Basma Al Sulaiman’s decision not to cover a $10 million margin call from Credit Suisse following the collapse of Lehman Brothers Holdings Inc. in 2008 was “irrational as to be incomprehensible,” Judge Jeremy Cooke said in his written ruling on the dispute handed down today.
The Saudi national was given about $40 million in a 2003 divorce settlement with Walid Al Juffali, a member of one of Saudi Arabia’s richest families, according to the ruling. Al Sulaiman invested some $28 million of her money into 23 structured notes from Credit Suisse Securities Europe Ltd. and Plurimi Capital LLP, almost all of which were leveraged by loans from the bank.
Banks create structured notes by packaging debt with derivatives to offer customized bets to retail investors while earning fees and raising money.

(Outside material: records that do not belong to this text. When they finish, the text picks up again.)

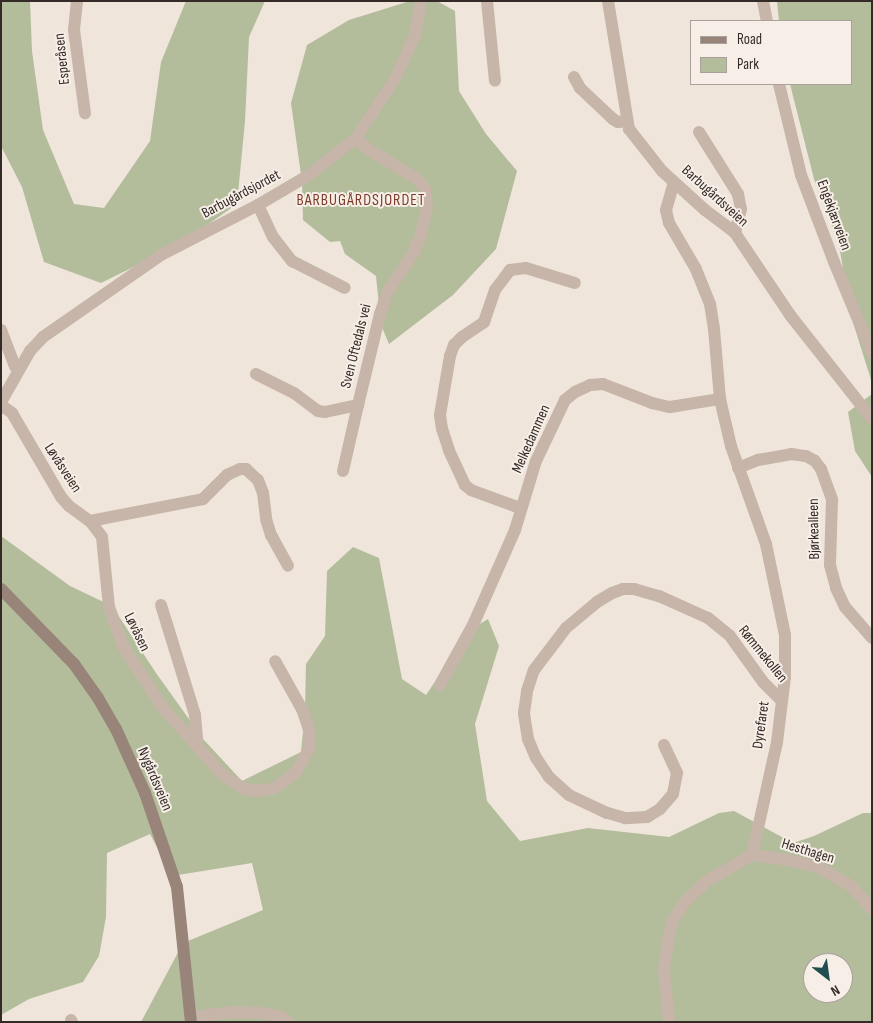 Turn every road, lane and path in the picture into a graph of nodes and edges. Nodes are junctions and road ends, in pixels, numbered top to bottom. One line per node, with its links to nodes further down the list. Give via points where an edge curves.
1 (77, 1): 10 (street, Esperåsen, via 74,30)
2 (421, 1): 13 (street, Barbugårdsjordet, via 415,35 395,79)
3 (487, 1): 8 (street)
4 (608, 1): 11 (street, Barbugårdsveien)
5 (763, 1): 6 (street)
6 (767, 20)
7 (574, 77): 11 (street, via 580,88 613,119 618,122)
8 (495, 81)
9 (779, 85): 20 (street, Engekjærveien, via 801,175)
10 (84, 112)
11 (626, 120): 14 (street, Barbugårdsveien, via 662,171)
12 (698, 132): 16 (street, via 738,194 741,208)
13 (356, 138): 15 (street, Barbugårdsjordet, via 309,175); 25 (street, Sven Oftedals vei, via 417,179 425,189 427,207 414,252 388,291)
14 (674, 182): 16 (street, Barbugårdsveien); 23 (street, via 666,210 669,223 696,269 710,304)
15 (258, 205): 18 (street, via 273,237 292,260); 21 (street, Barbugårdsjordet, via 129,275 43,337)
16 (735, 233): 26 (street, Barbugårdsveien, via 790,316)
17 (575, 283): 29 (street, via 526,268 510,270 495,290 484,322 462,337 450,356 440,415 449,450 465,485 470,490)
18 (345, 288)
19 (1, 330): 21 (street, via 15,366)
20 (872, 352)
21 (19, 368): 24 (street)
22 (256, 374): 25 (street, Sven Oftedals vei, via 294,393 318,411)
23 (720, 399): 27 (street, Dyrefaret); 29 (street, Melkedammen, via 670,407 603,384 574,392 565,400 545,440)
24 (1, 404): 30 (street, Løvåsveien, via 12,413 61,497)
25 (358, 405): 28 (street)
26 (872, 419)
27 (738, 468): 34 (street, Bjørkealleen, via 758,460 791,454 815,461 832,500 830,565 836,588 845,607); 37 (street, Dyrefaret, via 766,544 780,607 785,652)
28 (343, 471)
29 (520, 508): 36 (street, Melkedammen, via 515,530 473,625)
30 (90, 521): 31 (street, via 203,499 227,475 240,468 254,474 263,494 271,535); 38 (street, Løvåsen, via 102,537 108,607 124,648 163,708)
31 (288, 566)
32 (1, 589): 42 (main road, Nygårdsveien, via 74,664 116,729 146,793 176,887)
33 (161, 605): 38 (street, Løvåsen, via 195,715 197,739)
34 (872, 638)
35 (275, 661): 38 (street, Løvåsen, via 304,711 309,730 309,748 297,771 272,788 246,789 224,776)
36 (440, 685)
37 (781, 700): 39 (street, Rømmekollen, via 763,682 730,636 708,618 659,596 634,589 612,593 596,602 566,628 534,670 524,713 528,739 549,777 564,791 607,813 625,818 647,817 660,809 673,794 677,773); 40 (street, Dyrefaret, via 777,742)
38 (194, 742)
39 (664, 745)
40 (752, 855): 41 (street, Hesthagen, via 820,868 851,886); 44 (street, via 707,881 685,902 673,920 664,970)
41 (872, 909)
42 (191, 1020): 43 (street, via 197,1015 234,1012 263,1013 282,1017)
43 (288, 1022)
44 (669, 1022)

Notes backed by certain types of mortgage loans fell in value during the financial crisis.
The case “illustrates the lack of foundation for her complaints and the irrationality of her attempts to hold others liable for her own risk-taking, the market collapse of October 2008 and her own decision not to take the obvious course when presented with margin calls,” Cooke said in the ruling.
Al Sulaiman had said that, following publicity about her divorce from the Saudi Cement Co. executive, she was “beset by banks and others like vultures, all of whom wanted to aid her in investing her settlement monies,” according to Cooke’s ruling.
Paul Howcroft, a lawyer for Al Sulaiman, declined through a law firm spokeswoman to comment. Credit Suisse also declined to comment.